**Task inputs:**
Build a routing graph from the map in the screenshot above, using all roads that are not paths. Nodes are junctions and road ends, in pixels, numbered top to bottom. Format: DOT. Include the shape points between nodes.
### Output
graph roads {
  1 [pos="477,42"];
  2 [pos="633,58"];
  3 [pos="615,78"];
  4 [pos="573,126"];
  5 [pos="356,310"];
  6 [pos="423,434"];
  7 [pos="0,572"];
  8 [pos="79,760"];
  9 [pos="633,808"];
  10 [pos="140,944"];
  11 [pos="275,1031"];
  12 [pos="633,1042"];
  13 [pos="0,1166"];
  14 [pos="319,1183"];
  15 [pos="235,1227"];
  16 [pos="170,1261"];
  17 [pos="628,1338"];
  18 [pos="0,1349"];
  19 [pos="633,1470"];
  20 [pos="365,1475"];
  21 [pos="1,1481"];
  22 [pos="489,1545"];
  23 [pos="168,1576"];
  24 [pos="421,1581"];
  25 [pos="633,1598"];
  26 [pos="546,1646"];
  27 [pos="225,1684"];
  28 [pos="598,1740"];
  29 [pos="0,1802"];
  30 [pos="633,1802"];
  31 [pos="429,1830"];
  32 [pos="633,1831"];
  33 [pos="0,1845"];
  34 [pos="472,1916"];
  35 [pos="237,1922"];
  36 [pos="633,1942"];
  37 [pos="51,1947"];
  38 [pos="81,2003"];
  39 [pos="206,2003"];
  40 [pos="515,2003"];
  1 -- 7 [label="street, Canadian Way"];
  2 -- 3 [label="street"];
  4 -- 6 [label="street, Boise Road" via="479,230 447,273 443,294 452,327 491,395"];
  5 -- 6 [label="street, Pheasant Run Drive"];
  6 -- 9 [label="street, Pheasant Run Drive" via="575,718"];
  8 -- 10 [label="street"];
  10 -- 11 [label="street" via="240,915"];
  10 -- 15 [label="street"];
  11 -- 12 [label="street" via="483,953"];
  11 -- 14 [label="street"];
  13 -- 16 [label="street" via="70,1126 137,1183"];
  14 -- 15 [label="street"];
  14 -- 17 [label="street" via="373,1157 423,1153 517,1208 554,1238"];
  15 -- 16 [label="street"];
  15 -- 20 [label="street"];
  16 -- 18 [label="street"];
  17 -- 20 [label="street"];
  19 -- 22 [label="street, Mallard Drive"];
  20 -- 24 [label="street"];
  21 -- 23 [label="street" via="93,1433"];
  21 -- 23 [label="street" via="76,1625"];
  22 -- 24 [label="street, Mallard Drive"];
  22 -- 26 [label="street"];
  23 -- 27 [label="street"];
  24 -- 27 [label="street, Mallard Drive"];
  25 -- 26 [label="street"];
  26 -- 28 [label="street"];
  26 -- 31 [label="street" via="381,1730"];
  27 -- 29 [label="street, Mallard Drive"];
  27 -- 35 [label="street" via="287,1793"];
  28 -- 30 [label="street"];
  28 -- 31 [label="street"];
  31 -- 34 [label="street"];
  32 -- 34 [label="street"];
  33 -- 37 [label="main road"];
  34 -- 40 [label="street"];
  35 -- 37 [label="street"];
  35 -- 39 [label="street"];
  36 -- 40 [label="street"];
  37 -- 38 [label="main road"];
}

**How to complete this task:**
A full, exact repeat of the entries above is required.

**Task output:**
Build a routing graph from the map in the screenshot above, using all roads that are not paths. Nodes are junctions and road ends, in pixels, numbered top to bottom. Format: DOT. Include the shape points between nodes.
### Output
graph roads {
  1 [pos="477,42"];
  2 [pos="633,58"];
  3 [pos="615,78"];
  4 [pos="573,126"];
  5 [pos="356,310"];
  6 [pos="423,434"];
  7 [pos="0,572"];
  8 [pos="79,760"];
  9 [pos="633,808"];
  10 [pos="140,944"];
  11 [pos="275,1031"];
  12 [pos="633,1042"];
  13 [pos="0,1166"];
  14 [pos="319,1183"];
  15 [pos="235,1227"];
  16 [pos="170,1261"];
  17 [pos="628,1338"];
  18 [pos="0,1349"];
  19 [pos="633,1470"];
  20 [pos="365,1475"];
  21 [pos="1,1481"];
  22 [pos="489,1545"];
  23 [pos="168,1576"];
  24 [pos="421,1581"];
  25 [pos="633,1598"];
  26 [pos="546,1646"];
  27 [pos="225,1684"];
  28 [pos="598,1740"];
  29 [pos="0,1802"];
  30 [pos="633,1802"];
  31 [pos="429,1830"];
  32 [pos="633,1831"];
  33 [pos="0,1845"];
  34 [pos="472,1916"];
  35 [pos="237,1922"];
  36 [pos="633,1942"];
  37 [pos="51,1947"];
  38 [pos="81,2003"];
  39 [pos="206,2003"];
  40 [pos="515,2003"];
  1 -- 7 [label="street, Canadian Way"];
  2 -- 3 [label="street"];
  4 -- 6 [label="street, Boise Road" via="479,230 447,273 443,294 452,327 491,395"];
  5 -- 6 [label="street, Pheasant Run Drive"];
  6 -- 9 [label="street, Pheasant Run Drive" via="575,718"];
  8 -- 10 [label="street"];
  10 -- 11 [label="street" via="240,915"];
  10 -- 15 [label="street"];
  11 -- 12 [label="street" via="483,953"];
  11 -- 14 [label="street"];
  13 -- 16 [label="street" via="70,1126 137,1183"];
  14 -- 15 [label="street"];
  14 -- 17 [label="street" via="373,1157 423,1153 517,1208 554,1238"];
  15 -- 16 [label="street"];
  15 -- 20 [label="street"];
  16 -- 18 [label="street"];
  17 -- 20 [label="street"];
  19 -- 22 [label="street, Mallard Drive"];
  20 -- 24 [label="street"];
  21 -- 23 [label="street" via="93,1433"];
  21 -- 23 [label="street" via="76,1625"];
  22 -- 24 [label="street, Mallard Drive"];
  22 -- 26 [label="street"];
  23 -- 27 [label="street"];
  24 -- 27 [label="street, Mallard Drive"];
  25 -- 26 [label="street"];
  26 -- 28 [label="street"];
  26 -- 31 [label="street" via="381,1730"];
  27 -- 29 [label="street, Mallard Drive"];
  27 -- 35 [label="street" via="287,1793"];
  28 -- 30 [label="street"];
  28 -- 31 [label="street"];
  31 -- 34 [label="street"];
  32 -- 34 [label="street"];
  33 -- 37 [label="main road"];
  34 -- 40 [label="street"];
  35 -- 37 [label="street"];
  35 -- 39 [label="street"];
  36 -- 40 [label="street"];
  37 -- 38 [label="main road"];
}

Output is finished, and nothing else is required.